Pulmonary endothelium dependent vasodilation emerges after birth in mice.

At birth, with the first breath, pulmonary vessels undergo profound adaptive processes. A failure in the ability of pulmonary vessels to adapt at birth results in persistent pulmonary hypertension of the new born. The mechanisms regulating pulmonary adaptation at birth are still unclear. Progress in this area is slow, not least because genetically modified mice have not yet been used to address questions in this area of research, principally because pulmonary vessels in new born mice are very small making the study of dilator response in vitro difficult.

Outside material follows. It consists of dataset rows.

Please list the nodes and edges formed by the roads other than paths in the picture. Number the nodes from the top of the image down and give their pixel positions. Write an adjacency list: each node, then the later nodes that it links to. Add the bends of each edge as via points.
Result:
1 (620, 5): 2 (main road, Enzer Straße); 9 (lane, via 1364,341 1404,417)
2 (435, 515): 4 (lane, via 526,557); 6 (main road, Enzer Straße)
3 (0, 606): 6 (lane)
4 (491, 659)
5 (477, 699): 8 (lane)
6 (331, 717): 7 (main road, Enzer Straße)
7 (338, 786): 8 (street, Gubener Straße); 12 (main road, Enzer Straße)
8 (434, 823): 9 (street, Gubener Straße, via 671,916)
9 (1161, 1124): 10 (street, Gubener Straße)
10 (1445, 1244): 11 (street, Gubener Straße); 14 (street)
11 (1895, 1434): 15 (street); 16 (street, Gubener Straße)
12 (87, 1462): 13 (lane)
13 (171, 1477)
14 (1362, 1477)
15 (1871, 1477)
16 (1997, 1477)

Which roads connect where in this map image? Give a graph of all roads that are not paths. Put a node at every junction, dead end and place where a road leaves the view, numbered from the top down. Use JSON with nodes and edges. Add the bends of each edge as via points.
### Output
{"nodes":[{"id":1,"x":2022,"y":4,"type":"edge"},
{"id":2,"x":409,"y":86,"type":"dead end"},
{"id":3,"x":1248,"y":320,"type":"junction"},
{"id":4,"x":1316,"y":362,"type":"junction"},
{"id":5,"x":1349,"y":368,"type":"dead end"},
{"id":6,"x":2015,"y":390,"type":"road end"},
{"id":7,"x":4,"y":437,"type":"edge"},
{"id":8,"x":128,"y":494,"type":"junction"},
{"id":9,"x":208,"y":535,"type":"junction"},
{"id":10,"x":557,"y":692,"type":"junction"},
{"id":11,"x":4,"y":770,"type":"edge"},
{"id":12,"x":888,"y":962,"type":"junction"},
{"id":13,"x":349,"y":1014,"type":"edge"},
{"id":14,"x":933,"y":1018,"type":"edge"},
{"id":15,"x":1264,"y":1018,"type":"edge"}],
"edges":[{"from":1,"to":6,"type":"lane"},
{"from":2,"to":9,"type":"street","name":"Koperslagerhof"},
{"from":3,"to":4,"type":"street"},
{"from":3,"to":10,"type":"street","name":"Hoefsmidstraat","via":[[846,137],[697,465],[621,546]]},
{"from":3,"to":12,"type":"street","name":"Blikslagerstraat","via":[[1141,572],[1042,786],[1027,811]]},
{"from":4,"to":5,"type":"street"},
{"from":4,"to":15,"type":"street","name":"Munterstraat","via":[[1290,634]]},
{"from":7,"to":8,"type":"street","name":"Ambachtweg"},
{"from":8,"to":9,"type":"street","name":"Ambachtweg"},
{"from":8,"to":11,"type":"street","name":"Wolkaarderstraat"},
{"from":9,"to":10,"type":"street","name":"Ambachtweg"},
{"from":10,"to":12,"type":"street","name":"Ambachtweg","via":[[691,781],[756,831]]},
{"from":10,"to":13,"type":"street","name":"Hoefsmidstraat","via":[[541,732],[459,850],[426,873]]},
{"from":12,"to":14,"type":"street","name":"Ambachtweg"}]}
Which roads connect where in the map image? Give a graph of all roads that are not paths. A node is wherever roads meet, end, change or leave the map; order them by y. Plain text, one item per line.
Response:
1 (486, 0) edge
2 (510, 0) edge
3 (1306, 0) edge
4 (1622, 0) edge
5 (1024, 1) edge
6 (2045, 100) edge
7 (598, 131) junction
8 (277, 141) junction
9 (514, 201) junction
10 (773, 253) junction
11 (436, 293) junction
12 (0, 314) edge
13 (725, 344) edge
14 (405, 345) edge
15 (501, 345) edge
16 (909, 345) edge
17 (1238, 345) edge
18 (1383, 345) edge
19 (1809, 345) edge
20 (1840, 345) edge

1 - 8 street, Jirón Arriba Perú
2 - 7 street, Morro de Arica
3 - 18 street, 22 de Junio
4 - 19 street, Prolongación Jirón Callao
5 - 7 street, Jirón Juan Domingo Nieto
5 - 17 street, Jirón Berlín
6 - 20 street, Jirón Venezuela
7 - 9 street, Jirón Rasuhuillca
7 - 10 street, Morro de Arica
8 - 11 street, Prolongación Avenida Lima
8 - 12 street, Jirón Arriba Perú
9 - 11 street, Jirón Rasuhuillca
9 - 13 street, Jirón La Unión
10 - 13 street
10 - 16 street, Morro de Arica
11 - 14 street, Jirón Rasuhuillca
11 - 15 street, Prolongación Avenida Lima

In the current study we have used precision cut lung slices to characterise the functional vasomotor changes in lung vessels of new born mice (1-4 days old), 8-15 day old mice or adult mice. The internal luminal area of pulmonary artery and airways was measured digitally. Vasoconstriction and vasodilatation were expressed as the percentage change in internal luminal area compared with the control area. The thromboxane A(2) mimetic U-46619 (3x10(-7) M) caused a significant vasoconstriction in vessels of all groups. However, acetylcholine (3x10(-5) M) induced arterial dilation only in the 8-15 days, and adult groups. By contrast, sodium nitroprusside, which acts independently of the endothelium, was an effective vasodilator in lung vessels from neonates. These data are the first to characterise the development of endothelium dependent vasodilatation in lung after birth in mice. This approach can be used with genetically modified mice, which is important to further our understanding of the physiology in this area.